But is Doctor Who any good? Obviously not, as any response to liking the programme is met with at best apathy and at worst smirks. We ignore these reactions, because we believe in the ignorance of others, but the theatricality of Doctor Who is off-putting to most. And it’s easier to hate others than it is to hate ourselves. Because the truth is, Doctor Who is… a highly camp programme for children – the mise-en-scene is deliberately exaggerated in the telling of broadly simplistic moral tales. If there’s any doubt about this, just look at what any one of the Doctors chooses to wear. One of the great myths of Who is that it can tell any kind of story – which is a redundant argument when placed against any other hour of television. Compare the thematic narrative of Doctor Who to any of those shows that feature difficult men – Breaking Bad, The Sopranos, The Wire etc. – and the stories they tell are impossible in Who. And they’re not better. They’re pathetically desperate in the plumbing of ever more minutely upsetting moments. But Doctor Who has never, never, aspired to realism. Am I supposed to find Season Seven real?
That’s even before we get to the things that are bad in the show. In a bold statement that I may later come to forget, I am going to state that nearly every actor who played a companion in original Doctor Who is awful. We accommodate paper-thin, unmotivated carboard cut-outs in every episode. Let alone the times when the grasp of the show doesn’t align with its reach. We worry about showing people the giant rat in The Talons of Weng-Chiang, as if that one moment ruins something perfect. However, that slight staginess of the show allows us to overcome these moments. They work, because they are often played with absolute seriousness (that’s what separates bad companions from good companions – the good ones aren’t as serious). What is harder to accommodate is the silliness of the show.
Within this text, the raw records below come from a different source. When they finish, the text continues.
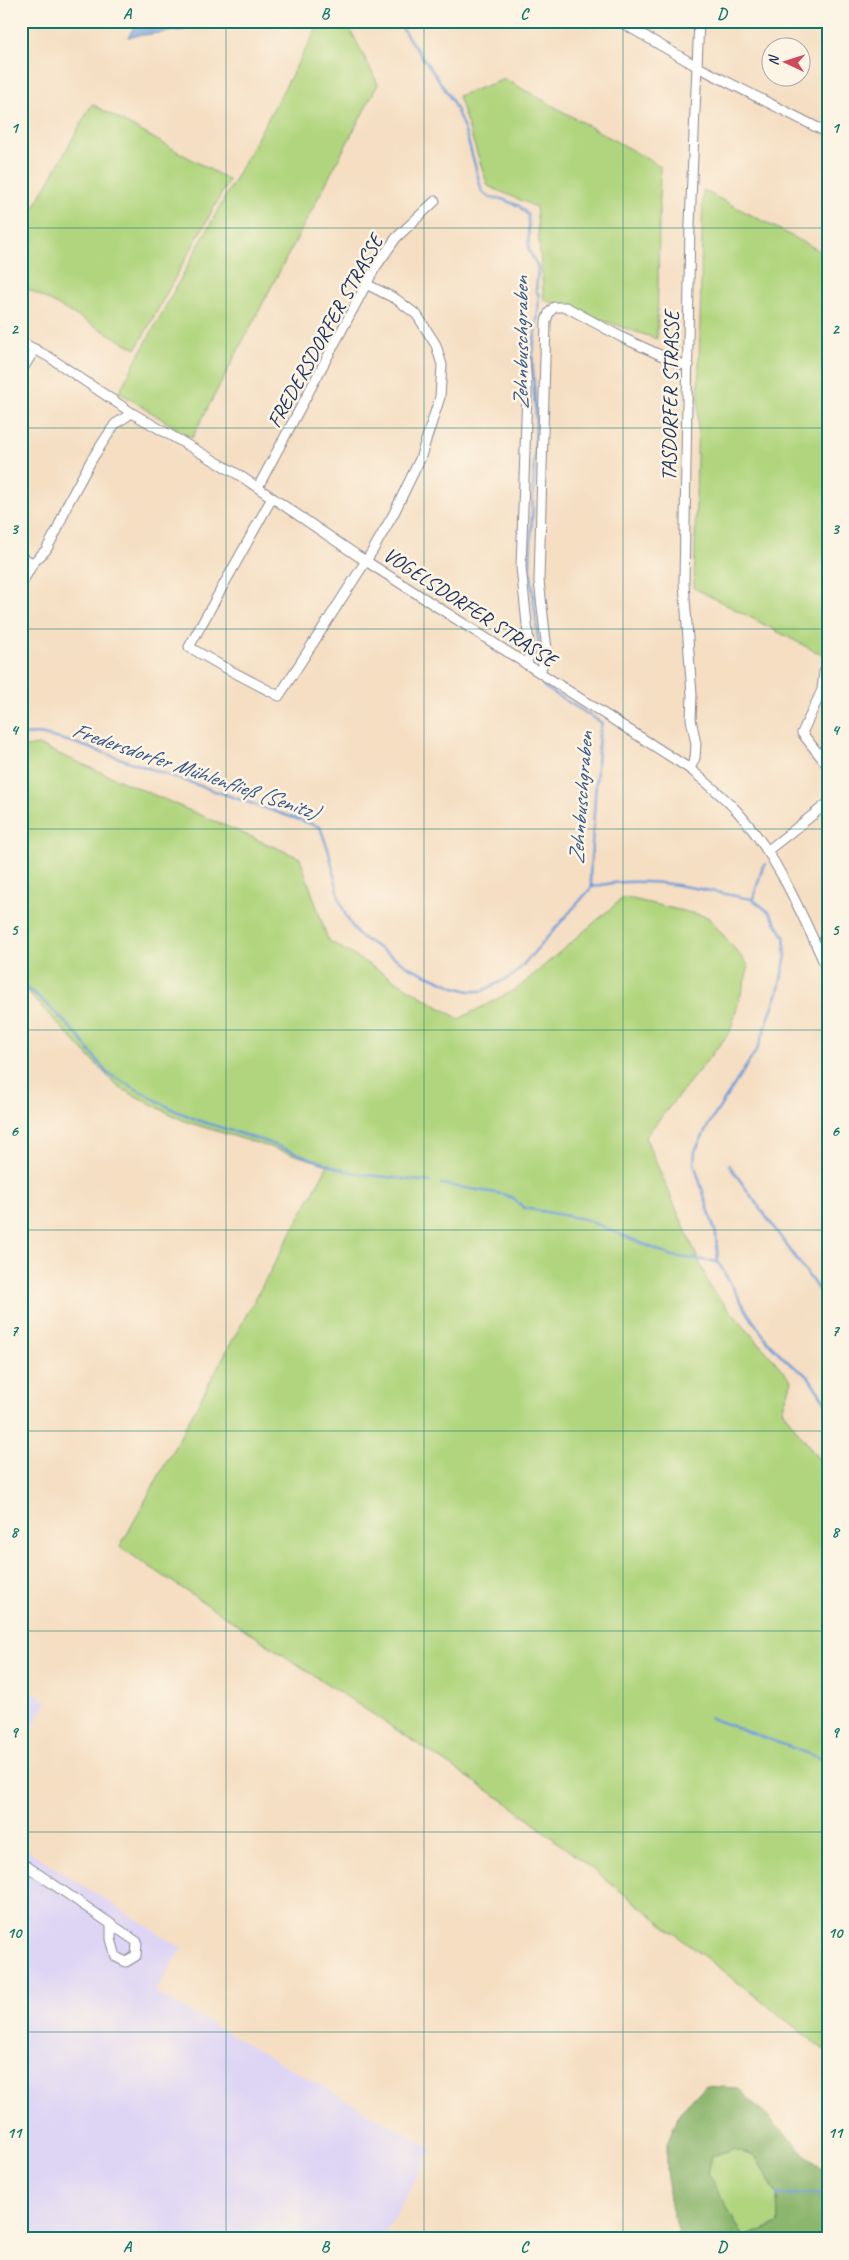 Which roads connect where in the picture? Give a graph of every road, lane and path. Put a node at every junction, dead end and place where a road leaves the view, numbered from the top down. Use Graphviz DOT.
graph roads {
  1 [pos="619,21"];
  2 [pos="699,21"];
  3 [pos="698,67"];
  4 [pos="828,133"];
  5 [pos="435,202"];
  6 [pos="366,284"];
  7 [pos="21,342"];
  8 [pos="35,349"];
  9 [pos="525,360"];
  10 [pos="689,365"];
  11 [pos="21,372"];
  12 [pos="132,413"];
  13 [pos="258,487"];
  14 [pos="272,498"];
  15 [pos="21,557"];
  16 [pos="367,560"];
  17 [pos="34,564"];
  18 [pos="21,585"];
  19 [pos="526,664"];
  20 [pos="824,672"];
  21 [pos="540,673"];
  22 [pos="828,766"];
  23 [pos="690,769"];
  24 [pos="828,803"];
  25 [pos="767,851"];
  26 [pos="828,971"];
  27 [pos="21,1862"];
  28 [pos="111,1923"];
  1 -- 3 [label="street"];
  2 -- 3 [label="street, TASDORFER STRASSE"];
  3 -- 4 [label="street"];
  3 -- 10 [label="street, TASDORFER STRASSE"];
  5 -- 6 [label="street, FREDERSDORFER STRASSE"];
  6 -- 13 [label="street, FREDERSDORFER STRASSE"];
  6 -- 16 [label="street"];
  7 -- 8 [label="street, VOGELSDORFER STRASSE"];
  8 -- 11 [label="street"];
  8 -- 12 [label="street, VOGELSDORFER STRASSE"];
  9 -- 19 [label="street"];
  10 -- 21 [label="street"];
  10 -- 23 [label="street, TASDORFER STRASSE"];
  12 -- 13 [label="street, VOGELSDORFER STRASSE"];
  12 -- 17 [label="street"];
  13 -- 14 [label="street, VOGELSDORFER STRASSE"];
  14 -- 16 [label="street, VOGELSDORFER STRASSE"];
  14 -- 16 [label="street"];
  15 -- 17 [label="street"];
  16 -- 19 [label="street, VOGELSDORFER STRASSE"];
  17 -- 18 [label="street"];
  19 -- 21 [label="street, VOGELSDORFER STRASSE"];
  20 -- 22 [label="street"];
  21 -- 23 [label="street, VOGELSDORFER STRASSE"];
  23 -- 25 [label="street, VOGELSDORFER STRASSE"];
  24 -- 25 [label="street"];
  25 -- 26 [label="street, VOGELSDORFER STRASSE"];
  27 -- 28 [label="street"];
} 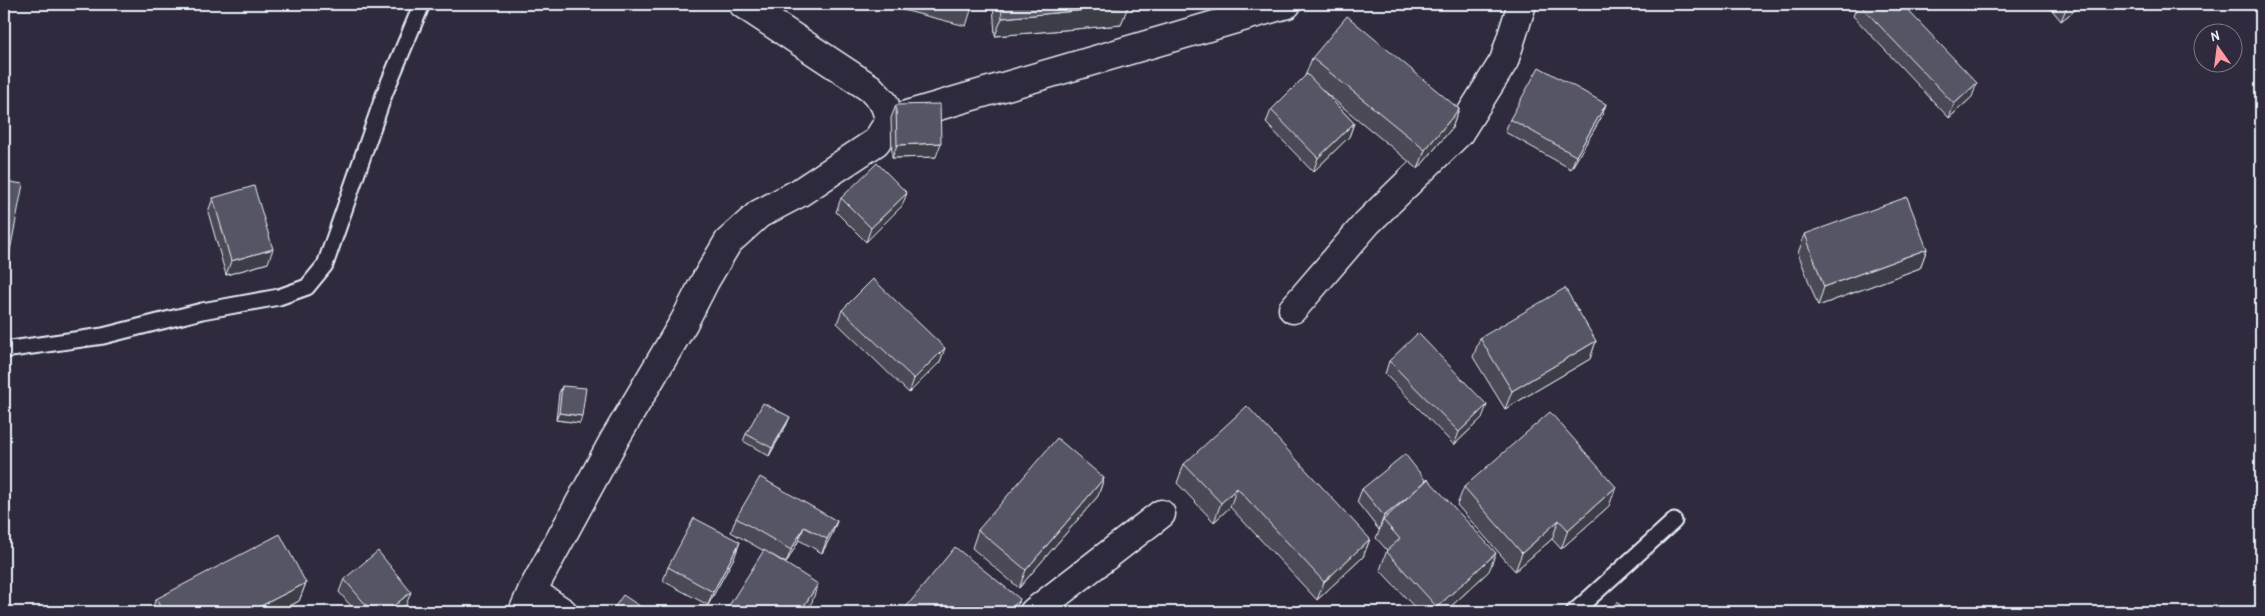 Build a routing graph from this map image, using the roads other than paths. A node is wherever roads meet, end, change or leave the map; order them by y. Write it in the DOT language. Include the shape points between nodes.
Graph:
graph roads {
  1 [pos="422,4"];
  2 [pos="743,4"];
  3 [pos="1287,4"];
  4 [pos="1522,4"];
  5 [pos="890,120"];
  6 [pos="1293,309"];
  7 [pos="4,350"];
  8 [pos="1161,514"];
  9 [pos="1674,521"];
  10 [pos="528,601"];
  11 [pos="563,612"];
  12 [pos="1034,612"];
  13 [pos="1574,612"];
  1 -- 7 [label="lane" via="385,92 325,265 307,287 279,297 103,336"];
  2 -- 5 [label="street" via="870,88 884,103"];
  3 -- 5 [label="street"];
  4 -- 6 [label="street" via="1504,61 1459,133 1367,224"];
  5 -- 10 [label="street" via="876,142 799,193 759,214 728,242 613,442"];
  8 -- 12 [label="street"];
  9 -- 13 [label="lane"];
  10 -- 11 [label="street"];
} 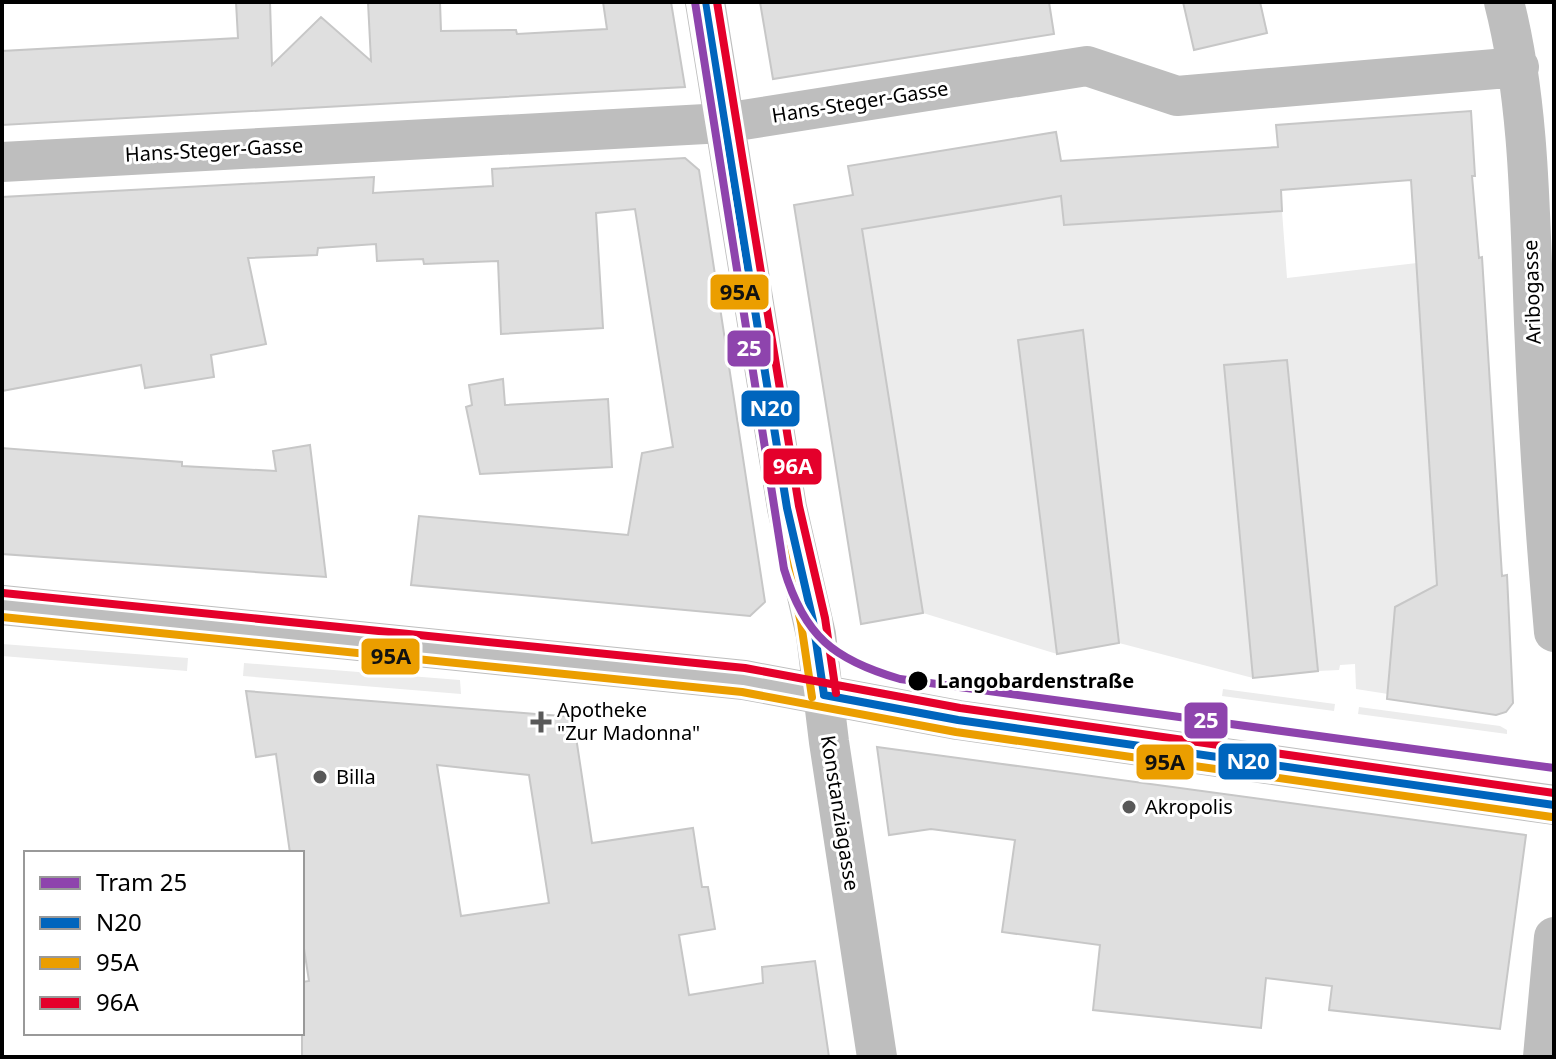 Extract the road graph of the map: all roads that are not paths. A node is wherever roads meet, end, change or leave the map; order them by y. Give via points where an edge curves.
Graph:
1 (705, 2) edge
2 (1504, 2) edge
3 (1519, 67) junction
4 (724, 123) junction
5 (2, 162) edge
6 (2, 605) edge
7 (1554, 632) edge
8 (824, 695) junction
9 (1554, 805) edge
10 (1554, 937) edge
11 (877, 1057) edge
12 (1543, 1057) edge

1 - 4 street, Konstanziagasse
2 - 3 street, Aribogasse
3 - 4 street, Hans-Steger-Gasse via 1177,96 1087,66
3 - 7 street, Aribogasse via 1538,444
4 - 5 street, Hans-Steger-Gasse
4 - 8 street, Konstanziagasse via 787,508
6 - 8 street via 744,680
8 - 9 street via 974,722
8 - 11 street, Konstanziagasse
10 - 12 street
It is after all a series that for ten episodes featured a squeaky-voiced, tentacle giant green cock and entire episodes predicated on Kate O’Mara pretending to be Bonnie Langford.
And so we have this conflict in us – a show we want to take seriously that is profoundly silly. Another contradiction. But it only matters to us because we deny the root of camp within the show. That everything is meant to be heightened, slightly unreal/unnerving, slightly disrupting to our comfortable lives. That’s why we love it as children – because it was for us, and we can see how silly the world is when we’re young. It’s only as we get older that we impose on it the mundane, grown-up familiarities of salaries and mortgages and individual saving accounts.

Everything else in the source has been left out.